I thought all of this shit going down would lead to the collapse of the US and the final triumph or something. Damn this is fucking depressing. The escalation of the genocide by Israel, the Ukraine-Russia war, the protests, the self-immolations, the riots, the invasion of Lebanon by Israel, the Iran-Israel war, the India-Pakistan war, the Trump Epstein files, the massive forest fires, AI emergence, Covid19, Beirut port explosion, UFO / drones footage, the US withdrawal from Afghanistan, the death of Elizabeth, the mass deportations in the US, the fall of Syria… so much shit yet nothing has happened for the communist movement, still under the capitalist mode of production.
A collapse isn't happening, nuclear war isn't happening, a revolution isn't happening. It's all so tedious.
Why is it taking so long? Well when we look at the transition from feudalism to capitalism, that took centuries as well. Between the merchant Republics of medieval Italy to the Industrial Revolution in England, Capitalism took several centuries of development before emerging in its modern form: The sovereign industrialized bourgeois Republic. The working class forms of government are still historical prototypes. For Socialism we are still in the phase capitalism was in during its embryo form in the medieval maritime merchant republic. The new society is born inside the old society, and has its birthmarks.
Marx says something about this:
<No social order is ever destroyed before all the productive forces for which it is sufficient have been developed, and new superior relations of production never replace older ones before the material conditions for their existence have matured within the framework of the old society." - Karl Marx, from the preface to A Contribution to the Critique of Political Economy (1859)
So the question becomes, how do we know when this point is reached? Deng was actually optimistic in this regard:
<“I am convinced that more and more people will come to believe in Marxism, because it is a science. Using historical materialism, it has uncovered the laws governing the development of human society. Feudal society replaced slave society, capitalism supplanted feudalism, and, after a long time, socialism will necessarily supersede capitalism. This is an irreversible general trend of historical development, but the road has many twists and turns. Over the several centuries that it took for capitalism to replace feudalism, how many times were monarchies restored! So, in a sense, temporary restorations are usual and can hardly be avoided. Some countries have suffered major setbacks, and socialism appears to have been weakened. But the people have been tempered by the setbacks and have drawn lessons from them, and that will make socialism develop in a healthier direction. So don't panic, don't think that Marxism has disappeared, that it's not useful any more and that it has been defeated. Nothing of the sort!” Deng Xiaoping, Excerpts From Talks Given In Wuchang, Shenzhen, Zhuhai And Shanghai, 1992
>>2414050>Denglmfao
the productive forces have already been developed. capitalism is everywhere today
>>2414055ok but analyze the quote itself, not just who said it. he was speaking in the year after the end of the USSR
>the productive forces have already been developed. capitalism is everywhere todaynot uniformly. imperialism persists because there is a core and periphery. sure even a place like rural afghanistan is relatively developed compared to 1850s England, but it is still less developed than contemporary england. it is not a matter of absolute development, but the relative development of territories in comparison with each other, which postpones the abolition of the developmental gap.

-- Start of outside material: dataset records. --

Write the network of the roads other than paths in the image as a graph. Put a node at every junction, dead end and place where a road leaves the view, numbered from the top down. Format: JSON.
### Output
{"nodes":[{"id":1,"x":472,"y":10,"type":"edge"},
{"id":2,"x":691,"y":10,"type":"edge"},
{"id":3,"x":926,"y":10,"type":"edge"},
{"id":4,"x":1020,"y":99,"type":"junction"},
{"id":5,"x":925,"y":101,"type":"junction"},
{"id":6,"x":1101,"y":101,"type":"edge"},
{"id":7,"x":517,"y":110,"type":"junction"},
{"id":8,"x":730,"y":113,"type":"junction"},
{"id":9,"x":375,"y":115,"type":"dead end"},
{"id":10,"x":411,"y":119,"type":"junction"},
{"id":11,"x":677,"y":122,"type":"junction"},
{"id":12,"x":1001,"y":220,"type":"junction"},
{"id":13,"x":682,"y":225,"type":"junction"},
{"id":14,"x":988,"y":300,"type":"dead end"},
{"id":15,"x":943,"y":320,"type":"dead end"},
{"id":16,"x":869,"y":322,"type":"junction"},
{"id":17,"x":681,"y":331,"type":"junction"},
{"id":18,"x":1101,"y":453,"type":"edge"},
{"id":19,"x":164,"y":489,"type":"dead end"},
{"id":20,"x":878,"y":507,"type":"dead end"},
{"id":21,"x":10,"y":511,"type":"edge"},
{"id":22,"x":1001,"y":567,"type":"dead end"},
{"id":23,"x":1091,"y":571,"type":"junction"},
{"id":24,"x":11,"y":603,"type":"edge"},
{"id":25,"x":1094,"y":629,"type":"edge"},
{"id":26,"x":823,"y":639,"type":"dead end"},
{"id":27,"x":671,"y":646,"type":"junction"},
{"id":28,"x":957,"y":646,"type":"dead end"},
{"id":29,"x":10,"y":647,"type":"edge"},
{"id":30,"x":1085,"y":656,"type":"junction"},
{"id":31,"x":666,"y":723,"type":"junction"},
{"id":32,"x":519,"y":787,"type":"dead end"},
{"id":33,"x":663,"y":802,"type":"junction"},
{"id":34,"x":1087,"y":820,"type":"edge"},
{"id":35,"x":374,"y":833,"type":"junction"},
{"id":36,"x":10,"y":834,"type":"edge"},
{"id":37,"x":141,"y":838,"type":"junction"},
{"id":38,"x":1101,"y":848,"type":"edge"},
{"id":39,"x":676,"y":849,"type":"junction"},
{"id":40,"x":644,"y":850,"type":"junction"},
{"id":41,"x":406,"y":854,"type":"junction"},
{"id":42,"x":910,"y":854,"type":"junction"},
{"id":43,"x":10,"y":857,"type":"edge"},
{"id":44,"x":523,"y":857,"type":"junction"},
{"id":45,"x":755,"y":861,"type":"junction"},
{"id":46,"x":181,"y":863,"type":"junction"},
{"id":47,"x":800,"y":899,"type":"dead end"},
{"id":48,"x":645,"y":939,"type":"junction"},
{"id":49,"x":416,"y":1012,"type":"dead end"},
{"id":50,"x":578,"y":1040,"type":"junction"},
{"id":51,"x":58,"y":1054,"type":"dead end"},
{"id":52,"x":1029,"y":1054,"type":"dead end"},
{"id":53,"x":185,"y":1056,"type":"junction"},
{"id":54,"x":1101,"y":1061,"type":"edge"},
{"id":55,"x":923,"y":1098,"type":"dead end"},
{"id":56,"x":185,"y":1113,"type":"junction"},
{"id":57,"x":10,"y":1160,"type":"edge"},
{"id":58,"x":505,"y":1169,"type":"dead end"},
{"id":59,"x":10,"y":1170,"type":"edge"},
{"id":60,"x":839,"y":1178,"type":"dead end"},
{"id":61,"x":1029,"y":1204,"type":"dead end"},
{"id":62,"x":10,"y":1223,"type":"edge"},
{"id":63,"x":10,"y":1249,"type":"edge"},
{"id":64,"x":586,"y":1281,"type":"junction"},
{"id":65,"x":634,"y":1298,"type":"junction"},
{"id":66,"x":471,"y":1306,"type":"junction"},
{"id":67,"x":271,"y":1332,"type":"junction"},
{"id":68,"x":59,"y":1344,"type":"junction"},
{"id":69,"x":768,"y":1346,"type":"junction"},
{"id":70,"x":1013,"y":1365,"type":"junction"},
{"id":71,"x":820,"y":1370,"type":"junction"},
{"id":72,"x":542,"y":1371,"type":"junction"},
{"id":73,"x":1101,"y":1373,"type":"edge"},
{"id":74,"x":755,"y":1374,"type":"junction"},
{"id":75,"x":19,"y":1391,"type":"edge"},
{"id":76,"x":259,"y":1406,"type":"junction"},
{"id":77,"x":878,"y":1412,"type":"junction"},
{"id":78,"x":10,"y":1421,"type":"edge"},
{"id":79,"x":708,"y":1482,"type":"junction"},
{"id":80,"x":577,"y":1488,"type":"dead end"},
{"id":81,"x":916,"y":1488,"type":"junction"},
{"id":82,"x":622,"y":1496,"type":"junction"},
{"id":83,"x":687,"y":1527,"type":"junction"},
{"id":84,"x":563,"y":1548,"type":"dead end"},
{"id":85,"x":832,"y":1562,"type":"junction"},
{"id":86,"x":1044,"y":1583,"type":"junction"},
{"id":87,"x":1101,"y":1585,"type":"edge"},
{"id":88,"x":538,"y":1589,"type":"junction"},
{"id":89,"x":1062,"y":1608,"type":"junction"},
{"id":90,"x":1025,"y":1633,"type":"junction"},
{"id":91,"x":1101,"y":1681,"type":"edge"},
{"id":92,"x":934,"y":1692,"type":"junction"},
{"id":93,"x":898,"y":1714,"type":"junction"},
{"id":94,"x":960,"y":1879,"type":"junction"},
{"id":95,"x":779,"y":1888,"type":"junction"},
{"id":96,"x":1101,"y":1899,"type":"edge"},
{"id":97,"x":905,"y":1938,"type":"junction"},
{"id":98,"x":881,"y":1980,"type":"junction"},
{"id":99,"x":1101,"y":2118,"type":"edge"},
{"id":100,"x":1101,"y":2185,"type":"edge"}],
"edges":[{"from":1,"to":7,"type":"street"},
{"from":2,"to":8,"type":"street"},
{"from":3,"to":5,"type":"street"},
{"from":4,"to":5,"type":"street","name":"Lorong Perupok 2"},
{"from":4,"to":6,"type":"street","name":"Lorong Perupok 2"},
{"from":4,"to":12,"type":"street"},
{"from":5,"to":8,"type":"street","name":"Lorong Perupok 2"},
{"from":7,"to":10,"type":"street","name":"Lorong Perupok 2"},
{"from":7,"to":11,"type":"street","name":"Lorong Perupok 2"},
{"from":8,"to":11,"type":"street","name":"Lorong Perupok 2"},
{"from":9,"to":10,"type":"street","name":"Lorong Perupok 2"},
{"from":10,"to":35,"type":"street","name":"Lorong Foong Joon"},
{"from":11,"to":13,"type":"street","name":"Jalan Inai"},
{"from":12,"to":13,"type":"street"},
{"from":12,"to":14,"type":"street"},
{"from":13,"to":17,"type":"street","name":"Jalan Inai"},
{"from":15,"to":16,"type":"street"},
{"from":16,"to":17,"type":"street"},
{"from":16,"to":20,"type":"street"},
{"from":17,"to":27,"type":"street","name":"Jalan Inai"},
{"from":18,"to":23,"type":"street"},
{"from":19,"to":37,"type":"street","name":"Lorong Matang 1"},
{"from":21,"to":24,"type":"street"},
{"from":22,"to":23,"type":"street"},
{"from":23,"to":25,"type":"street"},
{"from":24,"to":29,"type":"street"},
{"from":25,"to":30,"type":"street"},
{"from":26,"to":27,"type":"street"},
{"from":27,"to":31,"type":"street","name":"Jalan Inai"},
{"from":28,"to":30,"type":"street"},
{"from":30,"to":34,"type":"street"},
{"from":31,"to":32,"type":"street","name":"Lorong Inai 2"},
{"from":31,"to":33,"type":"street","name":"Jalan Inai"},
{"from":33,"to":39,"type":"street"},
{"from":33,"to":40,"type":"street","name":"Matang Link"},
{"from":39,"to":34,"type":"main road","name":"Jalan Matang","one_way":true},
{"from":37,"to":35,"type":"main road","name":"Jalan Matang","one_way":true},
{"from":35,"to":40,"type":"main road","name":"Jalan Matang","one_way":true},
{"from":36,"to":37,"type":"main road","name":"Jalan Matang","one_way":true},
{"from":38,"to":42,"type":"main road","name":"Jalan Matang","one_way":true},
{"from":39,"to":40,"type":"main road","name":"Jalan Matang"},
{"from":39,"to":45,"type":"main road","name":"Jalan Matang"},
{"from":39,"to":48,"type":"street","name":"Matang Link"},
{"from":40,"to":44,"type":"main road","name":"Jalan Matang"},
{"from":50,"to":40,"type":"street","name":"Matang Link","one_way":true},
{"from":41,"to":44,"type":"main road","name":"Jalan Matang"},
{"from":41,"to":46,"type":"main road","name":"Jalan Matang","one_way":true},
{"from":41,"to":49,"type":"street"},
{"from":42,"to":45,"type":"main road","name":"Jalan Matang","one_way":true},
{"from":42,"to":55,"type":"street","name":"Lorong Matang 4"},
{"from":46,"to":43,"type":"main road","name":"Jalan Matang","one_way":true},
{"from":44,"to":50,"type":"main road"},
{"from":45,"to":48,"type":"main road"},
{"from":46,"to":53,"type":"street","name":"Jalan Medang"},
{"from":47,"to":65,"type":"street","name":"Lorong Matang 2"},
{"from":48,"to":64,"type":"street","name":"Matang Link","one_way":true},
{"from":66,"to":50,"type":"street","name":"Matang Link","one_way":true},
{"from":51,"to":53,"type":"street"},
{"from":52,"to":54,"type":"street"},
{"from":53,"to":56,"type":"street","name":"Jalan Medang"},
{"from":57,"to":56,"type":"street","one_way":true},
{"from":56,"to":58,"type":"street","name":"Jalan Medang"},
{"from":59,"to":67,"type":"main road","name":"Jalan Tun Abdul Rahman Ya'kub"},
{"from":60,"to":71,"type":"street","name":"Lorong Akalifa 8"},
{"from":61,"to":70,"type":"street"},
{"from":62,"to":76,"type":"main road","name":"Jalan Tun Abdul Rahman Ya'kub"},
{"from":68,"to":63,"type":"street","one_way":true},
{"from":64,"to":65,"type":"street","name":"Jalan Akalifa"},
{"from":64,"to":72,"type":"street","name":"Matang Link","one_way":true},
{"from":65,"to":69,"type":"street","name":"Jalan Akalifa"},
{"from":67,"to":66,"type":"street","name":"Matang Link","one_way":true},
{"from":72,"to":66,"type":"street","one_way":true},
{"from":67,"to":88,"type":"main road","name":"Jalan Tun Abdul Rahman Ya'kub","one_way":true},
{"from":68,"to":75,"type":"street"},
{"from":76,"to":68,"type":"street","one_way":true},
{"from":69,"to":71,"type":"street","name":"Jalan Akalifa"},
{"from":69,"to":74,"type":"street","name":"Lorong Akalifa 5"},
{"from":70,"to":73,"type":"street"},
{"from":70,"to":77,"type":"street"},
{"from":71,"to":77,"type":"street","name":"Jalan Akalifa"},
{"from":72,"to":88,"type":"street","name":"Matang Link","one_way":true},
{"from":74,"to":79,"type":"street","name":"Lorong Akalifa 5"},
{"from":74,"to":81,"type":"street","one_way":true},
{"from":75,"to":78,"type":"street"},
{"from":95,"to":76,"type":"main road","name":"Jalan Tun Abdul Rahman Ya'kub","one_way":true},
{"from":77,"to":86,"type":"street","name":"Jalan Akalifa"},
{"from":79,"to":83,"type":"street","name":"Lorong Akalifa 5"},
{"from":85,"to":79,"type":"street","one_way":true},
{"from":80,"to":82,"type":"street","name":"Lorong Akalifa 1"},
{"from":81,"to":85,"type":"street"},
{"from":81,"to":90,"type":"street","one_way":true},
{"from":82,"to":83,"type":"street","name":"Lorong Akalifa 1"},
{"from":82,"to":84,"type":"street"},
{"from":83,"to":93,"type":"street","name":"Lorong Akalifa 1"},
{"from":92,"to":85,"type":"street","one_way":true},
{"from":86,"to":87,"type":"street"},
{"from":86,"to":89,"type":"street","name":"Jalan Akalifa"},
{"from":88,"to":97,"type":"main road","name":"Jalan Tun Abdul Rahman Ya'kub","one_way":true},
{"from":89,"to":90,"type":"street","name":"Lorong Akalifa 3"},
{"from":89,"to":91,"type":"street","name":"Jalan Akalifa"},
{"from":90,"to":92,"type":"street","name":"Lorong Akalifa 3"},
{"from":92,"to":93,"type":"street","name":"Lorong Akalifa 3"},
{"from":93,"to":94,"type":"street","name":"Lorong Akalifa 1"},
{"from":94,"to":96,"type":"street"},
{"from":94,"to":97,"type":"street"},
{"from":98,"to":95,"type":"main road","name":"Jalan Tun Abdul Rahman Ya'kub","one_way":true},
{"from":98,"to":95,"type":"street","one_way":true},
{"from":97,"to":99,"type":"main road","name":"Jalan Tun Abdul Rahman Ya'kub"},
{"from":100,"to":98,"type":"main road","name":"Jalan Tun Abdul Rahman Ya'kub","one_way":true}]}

<A house may be large or small; as long as the neighboring houses are likewise small, it satisfies all social requirement for a residence. But let there arise next to the little house a palace, and the little house shrinks to a hut. The little house now makes it clear that its inmate has no social position at all to maintain, or but a very insignificant one; and however high it may shoot up in the course of civilization, if the neighboring palace rises in equal or even in greater measure, the occupant of the relatively little house will always find himself more uncomfortable, more dissatisfied, more cramped within his four walls.
<An appreciable rise in wages presupposes a rapid growth of productive capital. Rapid growth of productive capital calls forth just as rapid a growth of wealth, of luxury, of social needs and social pleasures. Therefore, although the pleasures of the labourer have increased, the social gratification which they afford has fallen in comparison with the increased pleasures of the capitalist, which are inaccessible to the worker, in comparison with the stage of development of society in general. Our wants and pleasures have their origin in society; we therefore measure them in relation to society; we do not measure them in relation to the objects which serve for their gratification. Since they are of a social nature, they are of a relative nature. >>2414083I remember reading about a peasant revolt, can't remember what it was called but it was a big famous one, but basically they hated the local barons or whatever and sought help from the king. The peasant leaders met with the king and were slaughtered in ambush.
I'm not if people nowadays have a much better political understanding than those naive peasants.